**Exercise instructions:** Where a line below carries the word "Francesco", include it in the count, then give the count alone.

[Data entries]
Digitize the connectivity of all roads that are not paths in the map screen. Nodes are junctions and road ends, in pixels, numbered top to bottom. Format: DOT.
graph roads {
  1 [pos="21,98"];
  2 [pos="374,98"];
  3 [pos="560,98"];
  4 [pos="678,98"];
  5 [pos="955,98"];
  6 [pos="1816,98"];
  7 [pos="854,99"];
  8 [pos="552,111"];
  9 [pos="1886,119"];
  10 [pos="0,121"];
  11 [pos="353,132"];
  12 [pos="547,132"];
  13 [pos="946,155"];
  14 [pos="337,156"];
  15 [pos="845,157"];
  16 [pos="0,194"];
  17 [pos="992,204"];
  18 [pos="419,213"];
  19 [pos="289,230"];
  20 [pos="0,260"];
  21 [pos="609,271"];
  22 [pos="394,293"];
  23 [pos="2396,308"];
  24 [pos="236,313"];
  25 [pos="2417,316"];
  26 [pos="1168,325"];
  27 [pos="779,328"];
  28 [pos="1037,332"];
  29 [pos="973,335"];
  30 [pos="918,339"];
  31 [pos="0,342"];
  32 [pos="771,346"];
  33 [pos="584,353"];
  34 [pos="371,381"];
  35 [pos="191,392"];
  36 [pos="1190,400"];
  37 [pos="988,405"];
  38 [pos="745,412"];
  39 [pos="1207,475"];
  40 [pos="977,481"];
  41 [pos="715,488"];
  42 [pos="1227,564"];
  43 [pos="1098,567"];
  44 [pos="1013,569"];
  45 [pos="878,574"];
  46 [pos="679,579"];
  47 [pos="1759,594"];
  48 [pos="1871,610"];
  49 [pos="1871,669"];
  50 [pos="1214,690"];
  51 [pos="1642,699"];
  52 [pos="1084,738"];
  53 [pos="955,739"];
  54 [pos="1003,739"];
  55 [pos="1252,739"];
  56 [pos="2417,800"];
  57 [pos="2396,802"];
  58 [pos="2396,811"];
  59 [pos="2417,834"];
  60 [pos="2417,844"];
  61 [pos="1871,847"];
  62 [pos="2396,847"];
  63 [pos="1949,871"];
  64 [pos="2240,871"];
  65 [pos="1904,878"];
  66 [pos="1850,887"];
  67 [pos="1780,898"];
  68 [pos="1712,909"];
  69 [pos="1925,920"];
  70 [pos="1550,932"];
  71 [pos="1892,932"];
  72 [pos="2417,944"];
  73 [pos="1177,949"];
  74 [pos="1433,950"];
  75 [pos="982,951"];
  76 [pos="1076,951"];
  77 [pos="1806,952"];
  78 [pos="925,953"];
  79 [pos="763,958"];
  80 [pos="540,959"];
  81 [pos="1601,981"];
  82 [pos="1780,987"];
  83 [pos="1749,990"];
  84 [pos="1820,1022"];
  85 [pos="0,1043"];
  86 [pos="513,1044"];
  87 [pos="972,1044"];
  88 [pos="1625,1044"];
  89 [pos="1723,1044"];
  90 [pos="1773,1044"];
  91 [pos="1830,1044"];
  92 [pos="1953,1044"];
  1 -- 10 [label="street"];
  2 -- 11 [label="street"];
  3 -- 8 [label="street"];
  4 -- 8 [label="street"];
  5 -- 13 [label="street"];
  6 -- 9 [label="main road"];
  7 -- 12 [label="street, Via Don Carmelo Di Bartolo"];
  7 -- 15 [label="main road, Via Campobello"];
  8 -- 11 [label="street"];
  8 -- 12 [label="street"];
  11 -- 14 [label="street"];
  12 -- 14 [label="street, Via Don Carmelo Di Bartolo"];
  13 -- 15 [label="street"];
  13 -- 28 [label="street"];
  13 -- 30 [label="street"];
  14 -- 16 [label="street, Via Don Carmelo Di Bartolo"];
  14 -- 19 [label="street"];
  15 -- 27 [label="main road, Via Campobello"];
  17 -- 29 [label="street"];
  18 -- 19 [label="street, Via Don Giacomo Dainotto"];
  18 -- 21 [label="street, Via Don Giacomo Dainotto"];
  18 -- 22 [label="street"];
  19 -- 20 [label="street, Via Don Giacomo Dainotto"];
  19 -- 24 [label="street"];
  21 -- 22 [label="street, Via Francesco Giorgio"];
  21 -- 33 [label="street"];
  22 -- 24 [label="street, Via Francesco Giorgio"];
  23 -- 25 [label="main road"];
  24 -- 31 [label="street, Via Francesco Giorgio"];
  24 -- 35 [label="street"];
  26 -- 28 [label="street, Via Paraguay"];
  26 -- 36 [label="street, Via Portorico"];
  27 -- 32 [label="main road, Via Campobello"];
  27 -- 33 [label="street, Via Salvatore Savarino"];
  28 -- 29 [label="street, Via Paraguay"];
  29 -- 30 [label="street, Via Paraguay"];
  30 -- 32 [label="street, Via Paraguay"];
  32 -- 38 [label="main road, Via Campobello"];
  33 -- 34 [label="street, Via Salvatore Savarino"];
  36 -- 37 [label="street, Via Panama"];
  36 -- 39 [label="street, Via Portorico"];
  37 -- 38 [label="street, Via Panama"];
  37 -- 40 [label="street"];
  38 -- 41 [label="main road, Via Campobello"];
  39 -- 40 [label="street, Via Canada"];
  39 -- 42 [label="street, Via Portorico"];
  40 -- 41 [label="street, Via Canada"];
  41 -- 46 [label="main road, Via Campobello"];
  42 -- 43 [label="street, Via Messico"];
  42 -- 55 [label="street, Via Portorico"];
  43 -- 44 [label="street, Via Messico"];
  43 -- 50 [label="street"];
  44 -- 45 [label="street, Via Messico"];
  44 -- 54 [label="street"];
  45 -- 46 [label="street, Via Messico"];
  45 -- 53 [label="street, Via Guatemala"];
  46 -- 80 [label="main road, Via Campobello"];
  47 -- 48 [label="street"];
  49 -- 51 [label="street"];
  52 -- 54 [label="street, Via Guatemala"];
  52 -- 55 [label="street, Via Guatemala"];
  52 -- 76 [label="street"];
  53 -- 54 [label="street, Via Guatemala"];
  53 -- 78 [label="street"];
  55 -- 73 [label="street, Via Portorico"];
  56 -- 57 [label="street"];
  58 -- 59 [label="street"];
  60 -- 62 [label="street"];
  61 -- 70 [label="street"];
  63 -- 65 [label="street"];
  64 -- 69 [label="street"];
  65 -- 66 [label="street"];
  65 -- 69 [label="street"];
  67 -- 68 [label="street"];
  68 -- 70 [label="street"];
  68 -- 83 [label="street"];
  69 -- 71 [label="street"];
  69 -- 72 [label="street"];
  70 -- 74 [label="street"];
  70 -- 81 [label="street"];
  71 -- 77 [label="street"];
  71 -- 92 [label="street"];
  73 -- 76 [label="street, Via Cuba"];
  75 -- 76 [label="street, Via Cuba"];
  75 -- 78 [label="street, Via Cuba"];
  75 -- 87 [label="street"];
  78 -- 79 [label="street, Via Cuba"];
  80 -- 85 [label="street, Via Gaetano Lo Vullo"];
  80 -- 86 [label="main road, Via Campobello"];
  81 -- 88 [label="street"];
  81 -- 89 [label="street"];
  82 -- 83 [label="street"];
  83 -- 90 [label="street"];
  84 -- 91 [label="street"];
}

**Solution to this problem:** 3